Give the data again in full. Keep every line the same.

===== Data for processing =====

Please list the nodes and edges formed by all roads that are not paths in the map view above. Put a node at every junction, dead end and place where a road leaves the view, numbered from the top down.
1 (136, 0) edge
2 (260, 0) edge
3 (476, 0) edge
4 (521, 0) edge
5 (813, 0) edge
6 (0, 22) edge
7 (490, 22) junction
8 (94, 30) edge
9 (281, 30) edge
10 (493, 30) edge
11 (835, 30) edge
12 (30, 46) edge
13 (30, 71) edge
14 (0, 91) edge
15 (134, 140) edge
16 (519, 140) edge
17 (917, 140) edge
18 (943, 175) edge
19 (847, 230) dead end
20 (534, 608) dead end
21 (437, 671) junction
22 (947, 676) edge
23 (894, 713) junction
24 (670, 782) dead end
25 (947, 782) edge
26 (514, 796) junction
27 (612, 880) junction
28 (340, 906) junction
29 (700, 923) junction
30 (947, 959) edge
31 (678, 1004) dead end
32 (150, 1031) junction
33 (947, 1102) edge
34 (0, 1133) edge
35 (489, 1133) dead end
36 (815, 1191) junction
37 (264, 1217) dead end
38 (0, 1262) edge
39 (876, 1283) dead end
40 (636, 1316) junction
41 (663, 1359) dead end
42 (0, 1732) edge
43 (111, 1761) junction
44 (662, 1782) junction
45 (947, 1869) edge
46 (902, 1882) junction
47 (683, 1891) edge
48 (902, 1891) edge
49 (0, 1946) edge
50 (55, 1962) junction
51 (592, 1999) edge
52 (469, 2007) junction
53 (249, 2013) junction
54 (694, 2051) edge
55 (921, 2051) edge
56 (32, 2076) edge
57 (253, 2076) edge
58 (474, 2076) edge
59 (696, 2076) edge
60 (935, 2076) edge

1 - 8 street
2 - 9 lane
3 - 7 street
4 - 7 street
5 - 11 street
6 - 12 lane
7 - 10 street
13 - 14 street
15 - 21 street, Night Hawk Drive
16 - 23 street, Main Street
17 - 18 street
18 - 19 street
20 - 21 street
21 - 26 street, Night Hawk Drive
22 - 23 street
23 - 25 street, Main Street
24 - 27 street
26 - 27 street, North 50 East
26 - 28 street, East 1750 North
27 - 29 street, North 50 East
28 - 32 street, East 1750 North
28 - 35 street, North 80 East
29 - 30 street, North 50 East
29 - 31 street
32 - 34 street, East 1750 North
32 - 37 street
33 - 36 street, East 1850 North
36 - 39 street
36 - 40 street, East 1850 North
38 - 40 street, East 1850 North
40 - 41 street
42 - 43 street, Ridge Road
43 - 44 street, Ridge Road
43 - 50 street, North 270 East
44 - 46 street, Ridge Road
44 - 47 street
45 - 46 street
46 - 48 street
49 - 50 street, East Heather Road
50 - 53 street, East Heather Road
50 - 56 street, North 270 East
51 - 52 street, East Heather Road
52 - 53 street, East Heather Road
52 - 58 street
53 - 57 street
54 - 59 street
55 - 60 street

=====

» Answer below
Please list the nodes and edges formed by all roads that are not paths in the map view above. Put a node at every junction, dead end and place where a road leaves the view, numbered from the top down.
1 (136, 0) edge
2 (260, 0) edge
3 (476, 0) edge
4 (521, 0) edge
5 (813, 0) edge
6 (0, 22) edge
7 (490, 22) junction
8 (94, 30) edge
9 (281, 30) edge
10 (493, 30) edge
11 (835, 30) edge
12 (30, 46) edge
13 (30, 71) edge
14 (0, 91) edge
15 (134, 140) edge
16 (519, 140) edge
17 (917, 140) edge
18 (943, 175) edge
19 (847, 230) dead end
20 (534, 608) dead end
21 (437, 671) junction
22 (947, 676) edge
23 (894, 713) junction
24 (670, 782) dead end
25 (947, 782) edge
26 (514, 796) junction
27 (612, 880) junction
28 (340, 906) junction
29 (700, 923) junction
30 (947, 959) edge
31 (678, 1004) dead end
32 (150, 1031) junction
33 (947, 1102) edge
34 (0, 1133) edge
35 (489, 1133) dead end
36 (815, 1191) junction
37 (264, 1217) dead end
38 (0, 1262) edge
39 (876, 1283) dead end
40 (636, 1316) junction
41 (663, 1359) dead end
42 (0, 1732) edge
43 (111, 1761) junction
44 (662, 1782) junction
45 (947, 1869) edge
46 (902, 1882) junction
47 (683, 1891) edge
48 (902, 1891) edge
49 (0, 1946) edge
50 (55, 1962) junction
51 (592, 1999) edge
52 (469, 2007) junction
53 (249, 2013) junction
54 (694, 2051) edge
55 (921, 2051) edge
56 (32, 2076) edge
57 (253, 2076) edge
58 (474, 2076) edge
59 (696, 2076) edge
60 (935, 2076) edge

1 - 8 street
2 - 9 lane
3 - 7 street
4 - 7 street
5 - 11 street
6 - 12 lane
7 - 10 street
13 - 14 street
15 - 21 street, Night Hawk Drive
16 - 23 street, Main Street
17 - 18 street
18 - 19 street
20 - 21 street
21 - 26 street, Night Hawk Drive
22 - 23 street
23 - 25 street, Main Street
24 - 27 street
26 - 27 street, North 50 East
26 - 28 street, East 1750 North
27 - 29 street, North 50 East
28 - 32 street, East 1750 North
28 - 35 street, North 80 East
29 - 30 street, North 50 East
29 - 31 street
32 - 34 street, East 1750 North
32 - 37 street
33 - 36 street, East 1850 North
36 - 39 street
36 - 40 street, East 1850 North
38 - 40 street, East 1850 North
40 - 41 street
42 - 43 street, Ridge Road
43 - 44 street, Ridge Road
43 - 50 street, North 270 East
44 - 46 street, Ridge Road
44 - 47 street
45 - 46 street
46 - 48 street
49 - 50 street, East Heather Road
50 - 53 street, East Heather Road
50 - 56 street, North 270 East
51 - 52 street, East Heather Road
52 - 53 street, East Heather Road
52 - 58 street
53 - 57 street
54 - 59 street
55 - 60 street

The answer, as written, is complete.